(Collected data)

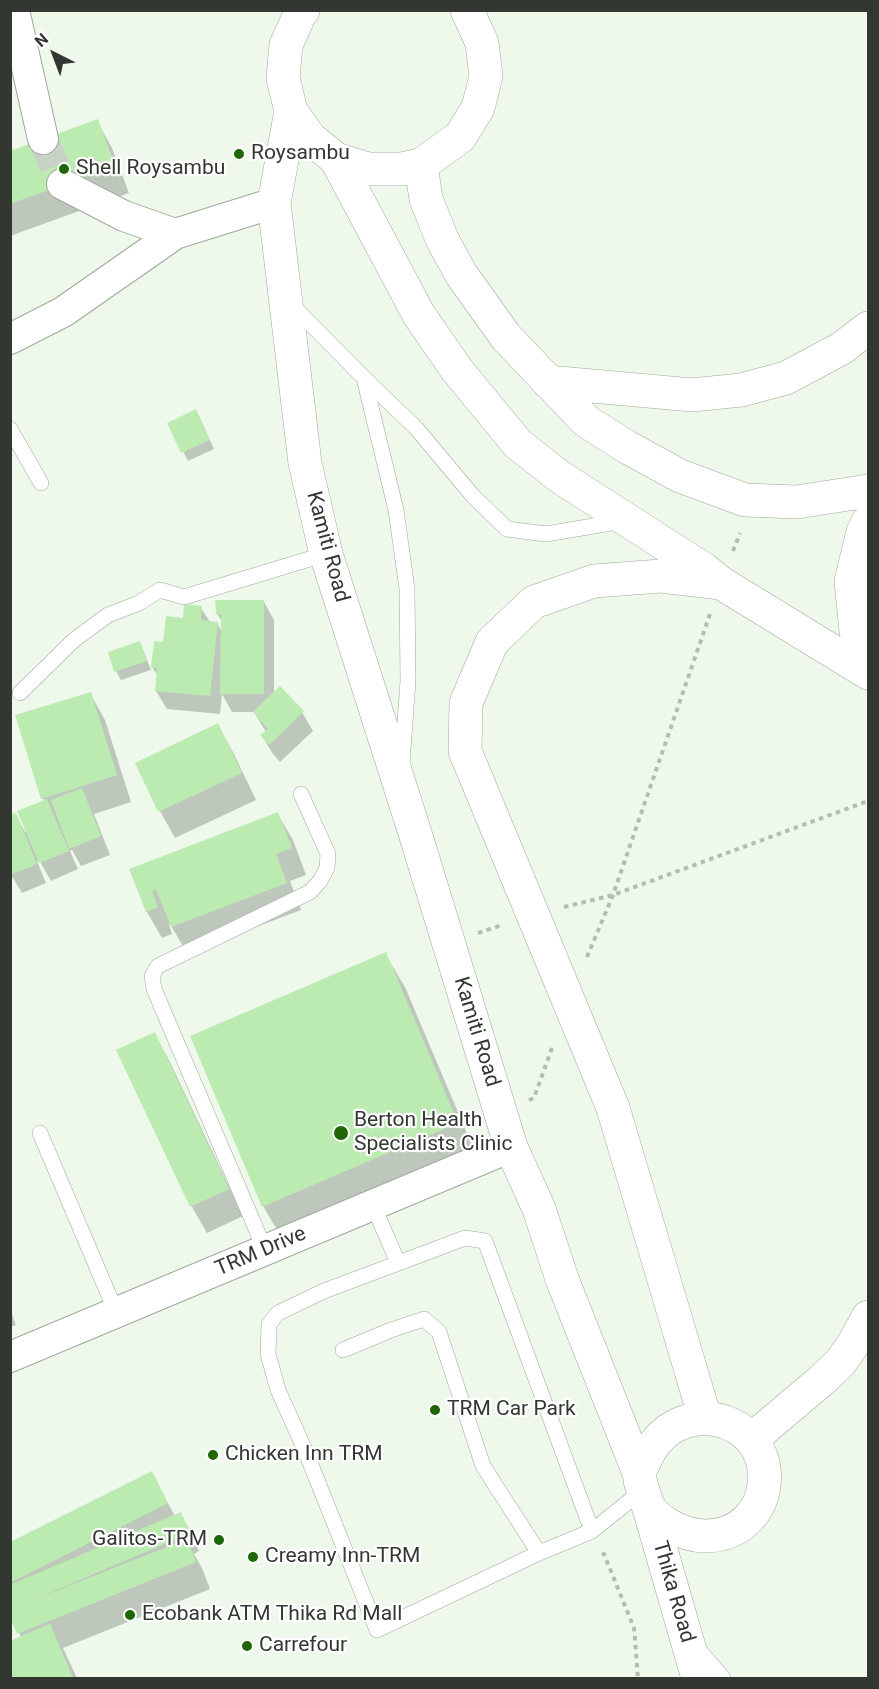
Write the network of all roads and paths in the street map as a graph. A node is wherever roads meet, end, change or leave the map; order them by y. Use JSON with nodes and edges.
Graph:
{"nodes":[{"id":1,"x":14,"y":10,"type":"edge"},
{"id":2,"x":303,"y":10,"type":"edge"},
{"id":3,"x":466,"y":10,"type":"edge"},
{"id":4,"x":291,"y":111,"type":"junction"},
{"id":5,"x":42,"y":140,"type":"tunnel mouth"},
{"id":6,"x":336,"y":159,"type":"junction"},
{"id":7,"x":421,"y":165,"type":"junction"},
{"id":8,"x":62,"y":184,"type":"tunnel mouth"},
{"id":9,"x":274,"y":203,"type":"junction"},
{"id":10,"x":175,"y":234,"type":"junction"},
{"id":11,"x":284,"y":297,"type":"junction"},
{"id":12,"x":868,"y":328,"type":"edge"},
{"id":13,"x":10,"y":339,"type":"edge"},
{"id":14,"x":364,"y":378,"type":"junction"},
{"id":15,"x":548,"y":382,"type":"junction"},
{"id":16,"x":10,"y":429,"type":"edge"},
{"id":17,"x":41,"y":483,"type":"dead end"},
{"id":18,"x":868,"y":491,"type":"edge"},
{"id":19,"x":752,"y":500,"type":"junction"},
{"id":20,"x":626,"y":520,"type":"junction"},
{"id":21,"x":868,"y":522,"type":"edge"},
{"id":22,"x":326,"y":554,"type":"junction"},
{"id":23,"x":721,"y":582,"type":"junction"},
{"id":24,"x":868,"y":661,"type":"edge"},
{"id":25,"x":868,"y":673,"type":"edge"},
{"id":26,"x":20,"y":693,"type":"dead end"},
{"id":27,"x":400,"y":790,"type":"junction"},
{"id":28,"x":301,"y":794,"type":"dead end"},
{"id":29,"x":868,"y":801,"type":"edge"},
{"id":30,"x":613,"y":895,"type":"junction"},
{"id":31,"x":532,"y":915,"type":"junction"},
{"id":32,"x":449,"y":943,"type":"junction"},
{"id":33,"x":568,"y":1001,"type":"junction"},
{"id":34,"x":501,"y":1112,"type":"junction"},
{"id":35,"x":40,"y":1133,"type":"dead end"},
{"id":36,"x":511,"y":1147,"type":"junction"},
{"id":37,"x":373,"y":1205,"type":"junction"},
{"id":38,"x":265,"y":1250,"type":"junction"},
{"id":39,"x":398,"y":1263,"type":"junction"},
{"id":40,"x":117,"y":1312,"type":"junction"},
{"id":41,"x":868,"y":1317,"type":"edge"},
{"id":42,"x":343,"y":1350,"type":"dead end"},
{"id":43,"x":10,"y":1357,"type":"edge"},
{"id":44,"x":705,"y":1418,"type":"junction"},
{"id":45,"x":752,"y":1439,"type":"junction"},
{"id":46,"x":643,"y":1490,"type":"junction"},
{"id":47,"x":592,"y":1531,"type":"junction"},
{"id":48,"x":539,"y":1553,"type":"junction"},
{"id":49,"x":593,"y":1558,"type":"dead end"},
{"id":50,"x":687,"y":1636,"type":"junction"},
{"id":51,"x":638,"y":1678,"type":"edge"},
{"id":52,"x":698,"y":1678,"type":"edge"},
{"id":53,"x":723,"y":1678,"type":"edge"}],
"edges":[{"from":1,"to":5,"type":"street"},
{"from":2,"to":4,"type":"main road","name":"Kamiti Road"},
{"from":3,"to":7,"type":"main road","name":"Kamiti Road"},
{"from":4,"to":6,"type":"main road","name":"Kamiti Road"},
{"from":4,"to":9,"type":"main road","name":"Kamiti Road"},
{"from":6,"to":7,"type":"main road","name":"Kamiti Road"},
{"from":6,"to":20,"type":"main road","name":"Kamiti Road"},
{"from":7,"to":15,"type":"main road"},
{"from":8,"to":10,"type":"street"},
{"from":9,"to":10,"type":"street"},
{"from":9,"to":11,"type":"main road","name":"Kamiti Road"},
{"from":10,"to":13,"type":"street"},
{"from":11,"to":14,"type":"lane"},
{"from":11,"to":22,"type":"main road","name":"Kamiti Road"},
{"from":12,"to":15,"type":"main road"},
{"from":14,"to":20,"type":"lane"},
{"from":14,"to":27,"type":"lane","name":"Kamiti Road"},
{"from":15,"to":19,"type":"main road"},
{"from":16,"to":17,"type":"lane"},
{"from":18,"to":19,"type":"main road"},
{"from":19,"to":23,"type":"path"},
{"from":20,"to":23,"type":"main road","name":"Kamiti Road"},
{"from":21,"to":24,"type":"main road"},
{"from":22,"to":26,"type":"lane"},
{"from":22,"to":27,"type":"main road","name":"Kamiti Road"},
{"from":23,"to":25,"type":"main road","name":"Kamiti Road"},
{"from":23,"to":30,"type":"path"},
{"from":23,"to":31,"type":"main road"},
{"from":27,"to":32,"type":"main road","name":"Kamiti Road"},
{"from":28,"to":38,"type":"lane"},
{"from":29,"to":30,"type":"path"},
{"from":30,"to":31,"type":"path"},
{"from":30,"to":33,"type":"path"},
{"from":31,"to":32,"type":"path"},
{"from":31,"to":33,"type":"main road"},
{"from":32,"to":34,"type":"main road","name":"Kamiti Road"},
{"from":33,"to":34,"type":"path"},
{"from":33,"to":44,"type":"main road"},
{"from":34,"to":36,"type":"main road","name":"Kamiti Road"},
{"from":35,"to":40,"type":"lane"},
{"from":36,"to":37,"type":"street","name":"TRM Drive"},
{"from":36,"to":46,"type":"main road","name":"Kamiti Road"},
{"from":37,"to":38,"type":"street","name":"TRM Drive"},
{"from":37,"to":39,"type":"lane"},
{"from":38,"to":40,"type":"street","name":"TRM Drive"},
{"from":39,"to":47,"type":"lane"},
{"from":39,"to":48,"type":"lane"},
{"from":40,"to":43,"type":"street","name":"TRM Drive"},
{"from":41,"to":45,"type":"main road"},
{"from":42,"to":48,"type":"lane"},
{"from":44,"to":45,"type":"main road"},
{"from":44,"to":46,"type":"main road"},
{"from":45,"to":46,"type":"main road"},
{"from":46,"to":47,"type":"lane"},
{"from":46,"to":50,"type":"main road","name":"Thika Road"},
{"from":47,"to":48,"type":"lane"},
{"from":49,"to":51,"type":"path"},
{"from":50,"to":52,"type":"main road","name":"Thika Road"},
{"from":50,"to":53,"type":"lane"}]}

■ What needs to be done ■
For this exercise, return the data above exactly and leave every picture out.

■ Answer space ■
Write the network of all roads and paths in the street map as a graph. A node is wherever roads meet, end, change or leave the map; order them by y. Use JSON with nodes and edges.
Graph:
{"nodes":[{"id":1,"x":14,"y":10,"type":"edge"},
{"id":2,"x":303,"y":10,"type":"edge"},
{"id":3,"x":466,"y":10,"type":"edge"},
{"id":4,"x":291,"y":111,"type":"junction"},
{"id":5,"x":42,"y":140,"type":"tunnel mouth"},
{"id":6,"x":336,"y":159,"type":"junction"},
{"id":7,"x":421,"y":165,"type":"junction"},
{"id":8,"x":62,"y":184,"type":"tunnel mouth"},
{"id":9,"x":274,"y":203,"type":"junction"},
{"id":10,"x":175,"y":234,"type":"junction"},
{"id":11,"x":284,"y":297,"type":"junction"},
{"id":12,"x":868,"y":328,"type":"edge"},
{"id":13,"x":10,"y":339,"type":"edge"},
{"id":14,"x":364,"y":378,"type":"junction"},
{"id":15,"x":548,"y":382,"type":"junction"},
{"id":16,"x":10,"y":429,"type":"edge"},
{"id":17,"x":41,"y":483,"type":"dead end"},
{"id":18,"x":868,"y":491,"type":"edge"},
{"id":19,"x":752,"y":500,"type":"junction"},
{"id":20,"x":626,"y":520,"type":"junction"},
{"id":21,"x":868,"y":522,"type":"edge"},
{"id":22,"x":326,"y":554,"type":"junction"},
{"id":23,"x":721,"y":582,"type":"junction"},
{"id":24,"x":868,"y":661,"type":"edge"},
{"id":25,"x":868,"y":673,"type":"edge"},
{"id":26,"x":20,"y":693,"type":"dead end"},
{"id":27,"x":400,"y":790,"type":"junction"},
{"id":28,"x":301,"y":794,"type":"dead end"},
{"id":29,"x":868,"y":801,"type":"edge"},
{"id":30,"x":613,"y":895,"type":"junction"},
{"id":31,"x":532,"y":915,"type":"junction"},
{"id":32,"x":449,"y":943,"type":"junction"},
{"id":33,"x":568,"y":1001,"type":"junction"},
{"id":34,"x":501,"y":1112,"type":"junction"},
{"id":35,"x":40,"y":1133,"type":"dead end"},
{"id":36,"x":511,"y":1147,"type":"junction"},
{"id":37,"x":373,"y":1205,"type":"junction"},
{"id":38,"x":265,"y":1250,"type":"junction"},
{"id":39,"x":398,"y":1263,"type":"junction"},
{"id":40,"x":117,"y":1312,"type":"junction"},
{"id":41,"x":868,"y":1317,"type":"edge"},
{"id":42,"x":343,"y":1350,"type":"dead end"},
{"id":43,"x":10,"y":1357,"type":"edge"},
{"id":44,"x":705,"y":1418,"type":"junction"},
{"id":45,"x":752,"y":1439,"type":"junction"},
{"id":46,"x":643,"y":1490,"type":"junction"},
{"id":47,"x":592,"y":1531,"type":"junction"},
{"id":48,"x":539,"y":1553,"type":"junction"},
{"id":49,"x":593,"y":1558,"type":"dead end"},
{"id":50,"x":687,"y":1636,"type":"junction"},
{"id":51,"x":638,"y":1678,"type":"edge"},
{"id":52,"x":698,"y":1678,"type":"edge"},
{"id":53,"x":723,"y":1678,"type":"edge"}],
"edges":[{"from":1,"to":5,"type":"street"},
{"from":2,"to":4,"type":"main road","name":"Kamiti Road"},
{"from":3,"to":7,"type":"main road","name":"Kamiti Road"},
{"from":4,"to":6,"type":"main road","name":"Kamiti Road"},
{"from":4,"to":9,"type":"main road","name":"Kamiti Road"},
{"from":6,"to":7,"type":"main road","name":"Kamiti Road"},
{"from":6,"to":20,"type":"main road","name":"Kamiti Road"},
{"from":7,"to":15,"type":"main road"},
{"from":8,"to":10,"type":"street"},
{"from":9,"to":10,"type":"street"},
{"from":9,"to":11,"type":"main road","name":"Kamiti Road"},
{"from":10,"to":13,"type":"street"},
{"from":11,"to":14,"type":"lane"},
{"from":11,"to":22,"type":"main road","name":"Kamiti Road"},
{"from":12,"to":15,"type":"main road"},
{"from":14,"to":20,"type":"lane"},
{"from":14,"to":27,"type":"lane","name":"Kamiti Road"},
{"from":15,"to":19,"type":"main road"},
{"from":16,"to":17,"type":"lane"},
{"from":18,"to":19,"type":"main road"},
{"from":19,"to":23,"type":"path"},
{"from":20,"to":23,"type":"main road","name":"Kamiti Road"},
{"from":21,"to":24,"type":"main road"},
{"from":22,"to":26,"type":"lane"},
{"from":22,"to":27,"type":"main road","name":"Kamiti Road"},
{"from":23,"to":25,"type":"main road","name":"Kamiti Road"},
{"from":23,"to":30,"type":"path"},
{"from":23,"to":31,"type":"main road"},
{"from":27,"to":32,"type":"main road","name":"Kamiti Road"},
{"from":28,"to":38,"type":"lane"},
{"from":29,"to":30,"type":"path"},
{"from":30,"to":31,"type":"path"},
{"from":30,"to":33,"type":"path"},
{"from":31,"to":32,"type":"path"},
{"from":31,"to":33,"type":"main road"},
{"from":32,"to":34,"type":"main road","name":"Kamiti Road"},
{"from":33,"to":34,"type":"path"},
{"from":33,"to":44,"type":"main road"},
{"from":34,"to":36,"type":"main road","name":"Kamiti Road"},
{"from":35,"to":40,"type":"lane"},
{"from":36,"to":37,"type":"street","name":"TRM Drive"},
{"from":36,"to":46,"type":"main road","name":"Kamiti Road"},
{"from":37,"to":38,"type":"street","name":"TRM Drive"},
{"from":37,"to":39,"type":"lane"},
{"from":38,"to":40,"type":"street","name":"TRM Drive"},
{"from":39,"to":47,"type":"lane"},
{"from":39,"to":48,"type":"lane"},
{"from":40,"to":43,"type":"street","name":"TRM Drive"},
{"from":41,"to":45,"type":"main road"},
{"from":42,"to":48,"type":"lane"},
{"from":44,"to":45,"type":"main road"},
{"from":44,"to":46,"type":"main road"},
{"from":45,"to":46,"type":"main road"},
{"from":46,"to":47,"type":"lane"},
{"from":46,"to":50,"type":"main road","name":"Thika Road"},
{"from":47,"to":48,"type":"lane"},
{"from":49,"to":51,"type":"path"},
{"from":50,"to":52,"type":"main road","name":"Thika Road"},
{"from":50,"to":53,"type":"lane"}]}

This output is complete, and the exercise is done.